Amino acid mutations of non-structural region of GII.2[P16]
To explore the amino acid mutations within the non-structural region of the recombinant strains, 14 nearly full-length non-structural protein sequences and 22 full-length reference sequences, including GII.17[P16] (2002), GII.2[P16] (2009-2014), GII.2[P16] (2010-2012), GII.13[P16] (2015), GII.3[P16] (2012-2013), GII.4[P16] (2015-2016) and GII.17[P16] (2016-2018), from GenBank were aligned. Sequence data revealed 102 (6%) parsimony-informative sites, but no amino acid mutation in non-structural region of the GII.2[P16] recombinant strain. Furthermore, 6 amino acid substitutions (*77E, R750K, P845Q, H1310Y, K1546Q, T1549A) were found only in recent strains (GII.4 Sydney 2012[P16] and the GII.2[P16] recombinant strain), 2 sites (A644P, A1521V) were substituted in the GII.2[P16] recombinant strains and 1 site (S/T753T) reverted. The resulst showed that amino acid 1310 (Motifs G) was substituted (Table 4).
Amino acid mutations of HBGA-binding and epitopes sites of the GII.2[P16]

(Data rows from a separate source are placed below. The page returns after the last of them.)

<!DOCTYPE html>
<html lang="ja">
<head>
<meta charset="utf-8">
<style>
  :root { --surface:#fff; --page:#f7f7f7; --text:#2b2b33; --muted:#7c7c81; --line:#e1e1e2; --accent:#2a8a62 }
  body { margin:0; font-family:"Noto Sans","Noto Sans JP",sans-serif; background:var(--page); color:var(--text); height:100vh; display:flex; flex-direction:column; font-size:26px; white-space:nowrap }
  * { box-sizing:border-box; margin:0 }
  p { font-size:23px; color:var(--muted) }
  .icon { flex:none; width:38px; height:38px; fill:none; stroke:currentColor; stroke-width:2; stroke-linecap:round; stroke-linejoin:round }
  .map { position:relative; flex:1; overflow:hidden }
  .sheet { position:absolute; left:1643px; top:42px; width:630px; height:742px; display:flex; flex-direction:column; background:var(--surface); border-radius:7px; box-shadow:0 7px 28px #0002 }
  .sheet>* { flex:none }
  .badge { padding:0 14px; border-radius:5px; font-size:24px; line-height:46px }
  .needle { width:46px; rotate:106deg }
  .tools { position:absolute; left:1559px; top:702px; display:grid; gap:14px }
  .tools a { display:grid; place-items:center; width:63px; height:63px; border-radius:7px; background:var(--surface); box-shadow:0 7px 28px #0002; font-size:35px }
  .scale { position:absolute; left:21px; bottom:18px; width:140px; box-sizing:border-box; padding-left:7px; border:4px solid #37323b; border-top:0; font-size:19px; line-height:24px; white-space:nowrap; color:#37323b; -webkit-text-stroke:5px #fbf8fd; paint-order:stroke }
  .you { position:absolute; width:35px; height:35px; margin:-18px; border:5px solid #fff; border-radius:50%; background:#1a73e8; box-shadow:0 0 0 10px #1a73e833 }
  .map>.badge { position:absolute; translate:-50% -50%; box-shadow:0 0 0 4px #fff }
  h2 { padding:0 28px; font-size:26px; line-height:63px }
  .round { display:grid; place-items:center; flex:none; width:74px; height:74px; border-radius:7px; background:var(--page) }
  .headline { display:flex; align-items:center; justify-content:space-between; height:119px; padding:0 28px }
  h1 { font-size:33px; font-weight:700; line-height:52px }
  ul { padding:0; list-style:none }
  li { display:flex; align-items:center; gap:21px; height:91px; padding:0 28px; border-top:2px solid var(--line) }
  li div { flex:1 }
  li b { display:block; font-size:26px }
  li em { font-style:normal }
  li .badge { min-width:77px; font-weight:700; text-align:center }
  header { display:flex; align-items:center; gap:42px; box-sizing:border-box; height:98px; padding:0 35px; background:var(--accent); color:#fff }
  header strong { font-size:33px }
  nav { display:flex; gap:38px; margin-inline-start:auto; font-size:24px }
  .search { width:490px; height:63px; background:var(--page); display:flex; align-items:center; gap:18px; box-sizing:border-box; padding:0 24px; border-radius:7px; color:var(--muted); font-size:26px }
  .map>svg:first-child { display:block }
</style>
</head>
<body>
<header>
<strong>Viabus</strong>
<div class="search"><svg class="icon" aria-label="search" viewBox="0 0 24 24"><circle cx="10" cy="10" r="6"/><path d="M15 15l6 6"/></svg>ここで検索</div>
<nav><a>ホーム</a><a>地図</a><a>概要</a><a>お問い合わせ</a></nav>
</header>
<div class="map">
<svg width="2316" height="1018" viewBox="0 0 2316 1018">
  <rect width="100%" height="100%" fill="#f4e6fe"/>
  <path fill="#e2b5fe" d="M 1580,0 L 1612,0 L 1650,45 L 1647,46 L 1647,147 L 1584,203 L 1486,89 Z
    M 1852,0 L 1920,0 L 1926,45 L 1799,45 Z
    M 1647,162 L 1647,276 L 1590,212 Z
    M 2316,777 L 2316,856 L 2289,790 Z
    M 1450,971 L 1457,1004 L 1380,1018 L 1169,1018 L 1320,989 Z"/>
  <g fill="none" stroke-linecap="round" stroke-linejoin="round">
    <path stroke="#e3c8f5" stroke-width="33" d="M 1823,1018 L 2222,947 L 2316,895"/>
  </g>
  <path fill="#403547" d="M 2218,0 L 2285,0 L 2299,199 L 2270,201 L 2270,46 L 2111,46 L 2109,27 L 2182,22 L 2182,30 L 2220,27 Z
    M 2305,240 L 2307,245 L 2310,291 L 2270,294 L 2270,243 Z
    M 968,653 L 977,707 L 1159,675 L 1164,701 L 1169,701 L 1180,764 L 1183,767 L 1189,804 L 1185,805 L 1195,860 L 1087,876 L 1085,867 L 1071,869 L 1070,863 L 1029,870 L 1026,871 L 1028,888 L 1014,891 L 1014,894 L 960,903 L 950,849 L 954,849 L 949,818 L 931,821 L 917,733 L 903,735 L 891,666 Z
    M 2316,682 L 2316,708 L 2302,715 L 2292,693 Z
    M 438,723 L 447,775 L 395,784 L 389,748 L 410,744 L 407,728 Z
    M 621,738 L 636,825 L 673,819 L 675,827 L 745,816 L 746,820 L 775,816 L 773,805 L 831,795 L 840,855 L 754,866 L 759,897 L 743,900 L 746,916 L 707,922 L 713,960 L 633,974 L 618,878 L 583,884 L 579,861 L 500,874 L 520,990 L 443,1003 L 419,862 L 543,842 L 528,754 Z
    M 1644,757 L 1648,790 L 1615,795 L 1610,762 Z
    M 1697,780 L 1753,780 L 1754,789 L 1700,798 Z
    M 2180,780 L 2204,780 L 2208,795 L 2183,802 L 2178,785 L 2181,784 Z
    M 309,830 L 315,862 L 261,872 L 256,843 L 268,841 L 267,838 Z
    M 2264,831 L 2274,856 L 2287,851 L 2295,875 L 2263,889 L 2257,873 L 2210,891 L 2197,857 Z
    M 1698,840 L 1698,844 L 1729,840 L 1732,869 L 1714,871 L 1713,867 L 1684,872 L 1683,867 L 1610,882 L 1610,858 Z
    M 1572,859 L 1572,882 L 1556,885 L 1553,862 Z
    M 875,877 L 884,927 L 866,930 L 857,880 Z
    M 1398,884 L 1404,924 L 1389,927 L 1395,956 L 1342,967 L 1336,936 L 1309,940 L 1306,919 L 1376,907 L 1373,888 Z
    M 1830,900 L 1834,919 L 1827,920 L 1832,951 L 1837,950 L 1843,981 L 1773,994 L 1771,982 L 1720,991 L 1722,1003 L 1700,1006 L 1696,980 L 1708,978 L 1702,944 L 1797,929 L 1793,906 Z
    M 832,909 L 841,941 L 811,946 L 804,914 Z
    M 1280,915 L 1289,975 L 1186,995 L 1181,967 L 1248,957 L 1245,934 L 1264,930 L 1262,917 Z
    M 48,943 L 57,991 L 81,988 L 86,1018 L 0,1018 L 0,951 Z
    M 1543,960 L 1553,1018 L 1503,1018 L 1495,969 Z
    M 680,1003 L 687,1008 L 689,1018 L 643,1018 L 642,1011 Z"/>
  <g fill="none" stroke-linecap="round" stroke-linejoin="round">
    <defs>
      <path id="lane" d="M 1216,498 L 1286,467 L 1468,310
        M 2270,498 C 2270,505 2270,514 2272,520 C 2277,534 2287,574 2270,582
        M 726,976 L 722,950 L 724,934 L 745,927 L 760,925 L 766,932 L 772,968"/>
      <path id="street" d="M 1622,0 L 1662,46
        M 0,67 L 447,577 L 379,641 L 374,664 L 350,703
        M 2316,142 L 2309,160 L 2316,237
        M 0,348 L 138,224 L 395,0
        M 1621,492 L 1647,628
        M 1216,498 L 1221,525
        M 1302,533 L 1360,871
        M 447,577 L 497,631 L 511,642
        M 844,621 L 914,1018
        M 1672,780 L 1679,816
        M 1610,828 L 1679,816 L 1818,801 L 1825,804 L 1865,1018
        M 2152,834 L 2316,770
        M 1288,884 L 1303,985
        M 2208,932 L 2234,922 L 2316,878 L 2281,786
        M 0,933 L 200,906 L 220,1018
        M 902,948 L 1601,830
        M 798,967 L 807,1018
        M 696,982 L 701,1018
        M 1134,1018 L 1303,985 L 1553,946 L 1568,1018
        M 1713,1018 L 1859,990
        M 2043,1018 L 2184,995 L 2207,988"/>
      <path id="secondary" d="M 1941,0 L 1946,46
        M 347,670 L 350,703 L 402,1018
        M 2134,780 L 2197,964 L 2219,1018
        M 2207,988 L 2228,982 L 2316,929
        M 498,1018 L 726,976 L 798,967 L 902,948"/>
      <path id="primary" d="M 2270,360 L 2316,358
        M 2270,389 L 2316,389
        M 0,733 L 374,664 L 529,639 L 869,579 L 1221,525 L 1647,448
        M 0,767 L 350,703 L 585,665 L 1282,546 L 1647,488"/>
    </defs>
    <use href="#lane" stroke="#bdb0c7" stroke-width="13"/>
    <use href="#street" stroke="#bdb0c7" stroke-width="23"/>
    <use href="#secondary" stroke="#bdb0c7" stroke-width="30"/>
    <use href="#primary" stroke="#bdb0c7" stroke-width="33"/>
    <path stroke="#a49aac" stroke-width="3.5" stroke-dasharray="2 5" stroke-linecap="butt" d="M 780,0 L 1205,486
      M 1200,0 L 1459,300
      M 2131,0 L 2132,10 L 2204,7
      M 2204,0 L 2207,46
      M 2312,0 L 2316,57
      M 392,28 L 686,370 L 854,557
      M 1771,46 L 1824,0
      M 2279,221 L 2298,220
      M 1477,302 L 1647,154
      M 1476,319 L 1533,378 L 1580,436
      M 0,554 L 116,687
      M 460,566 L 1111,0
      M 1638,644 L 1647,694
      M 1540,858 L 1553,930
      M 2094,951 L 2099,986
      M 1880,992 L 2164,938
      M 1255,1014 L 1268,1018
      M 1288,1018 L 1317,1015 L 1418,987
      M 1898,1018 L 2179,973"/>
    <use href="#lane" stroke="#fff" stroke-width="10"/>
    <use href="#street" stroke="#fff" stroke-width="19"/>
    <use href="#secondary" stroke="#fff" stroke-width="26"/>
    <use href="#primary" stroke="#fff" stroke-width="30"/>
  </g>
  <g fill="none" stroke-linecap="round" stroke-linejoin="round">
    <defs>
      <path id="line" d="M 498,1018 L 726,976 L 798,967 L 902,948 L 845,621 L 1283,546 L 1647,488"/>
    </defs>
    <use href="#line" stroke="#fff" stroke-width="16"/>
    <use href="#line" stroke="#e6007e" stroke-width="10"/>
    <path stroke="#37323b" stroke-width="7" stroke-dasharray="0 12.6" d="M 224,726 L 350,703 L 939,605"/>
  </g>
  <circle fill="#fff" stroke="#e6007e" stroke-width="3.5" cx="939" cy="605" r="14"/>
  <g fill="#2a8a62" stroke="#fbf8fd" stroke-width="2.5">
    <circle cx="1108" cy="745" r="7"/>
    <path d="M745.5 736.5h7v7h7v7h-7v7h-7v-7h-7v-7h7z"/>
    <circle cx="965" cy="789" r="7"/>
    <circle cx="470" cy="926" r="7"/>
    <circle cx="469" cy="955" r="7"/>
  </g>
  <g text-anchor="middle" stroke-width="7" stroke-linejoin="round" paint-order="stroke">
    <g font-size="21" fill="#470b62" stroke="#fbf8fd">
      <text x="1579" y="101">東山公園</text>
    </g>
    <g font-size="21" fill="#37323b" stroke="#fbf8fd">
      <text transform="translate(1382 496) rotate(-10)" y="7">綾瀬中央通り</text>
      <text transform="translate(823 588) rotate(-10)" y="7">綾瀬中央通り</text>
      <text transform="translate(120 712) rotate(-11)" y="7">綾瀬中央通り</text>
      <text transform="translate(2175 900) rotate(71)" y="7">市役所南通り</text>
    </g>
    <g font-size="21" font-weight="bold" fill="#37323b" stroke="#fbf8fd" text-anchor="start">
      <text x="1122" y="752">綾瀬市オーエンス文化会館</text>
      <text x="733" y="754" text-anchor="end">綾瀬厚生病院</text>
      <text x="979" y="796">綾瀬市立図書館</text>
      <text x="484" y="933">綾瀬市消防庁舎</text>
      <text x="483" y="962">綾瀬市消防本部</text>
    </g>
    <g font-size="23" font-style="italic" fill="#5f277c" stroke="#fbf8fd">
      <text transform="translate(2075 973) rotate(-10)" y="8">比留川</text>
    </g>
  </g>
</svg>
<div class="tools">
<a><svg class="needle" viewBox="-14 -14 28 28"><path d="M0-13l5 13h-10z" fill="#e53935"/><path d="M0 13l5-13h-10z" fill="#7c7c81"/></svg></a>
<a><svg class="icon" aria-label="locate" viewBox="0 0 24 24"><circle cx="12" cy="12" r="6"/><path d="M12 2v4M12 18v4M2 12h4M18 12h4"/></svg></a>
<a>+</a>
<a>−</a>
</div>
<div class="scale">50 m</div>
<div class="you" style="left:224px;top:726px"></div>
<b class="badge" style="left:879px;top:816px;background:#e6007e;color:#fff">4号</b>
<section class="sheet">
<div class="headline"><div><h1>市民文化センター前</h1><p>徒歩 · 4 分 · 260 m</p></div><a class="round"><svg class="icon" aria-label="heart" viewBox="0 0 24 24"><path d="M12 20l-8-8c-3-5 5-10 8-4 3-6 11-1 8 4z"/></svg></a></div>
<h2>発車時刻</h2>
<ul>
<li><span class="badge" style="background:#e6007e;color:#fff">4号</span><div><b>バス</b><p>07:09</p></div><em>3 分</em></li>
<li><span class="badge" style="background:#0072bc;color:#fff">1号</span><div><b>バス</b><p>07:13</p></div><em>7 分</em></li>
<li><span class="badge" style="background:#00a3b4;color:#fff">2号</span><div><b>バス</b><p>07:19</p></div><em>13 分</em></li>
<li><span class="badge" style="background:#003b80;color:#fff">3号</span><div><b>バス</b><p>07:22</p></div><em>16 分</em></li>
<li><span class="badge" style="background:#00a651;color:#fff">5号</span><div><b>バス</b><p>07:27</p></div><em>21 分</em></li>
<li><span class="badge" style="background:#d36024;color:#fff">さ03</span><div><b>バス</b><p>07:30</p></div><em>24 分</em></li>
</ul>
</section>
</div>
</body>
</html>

To explore HBGA-Binding profile, predicted epitopes and epitope A to E sites of the GII.2[P16] recombinant strain[24-26], 72 full-length VP1 sequences from this study and 65 reference sequences, including GII.2[Pc] (1976-1978), GII.2[Ph] (1997), GII.2[P2] (1987-2015), GII.2[P12] (2004-2006), GII.2[P21] (2010), GII.2[Pe] (2014), GII.2[P16] (2010-2012), GII.2[P16] (2008-2014) and GII.2[P16] (2016-2018), from 1975 to 2018 were collected and aligned. Sequencing data revealed 29 parisimony-informative sites but there were no mutations in the HBGA-binding profile, predicted epitopes and epitope A to E of the GII.2[P16] strain (S2 Table).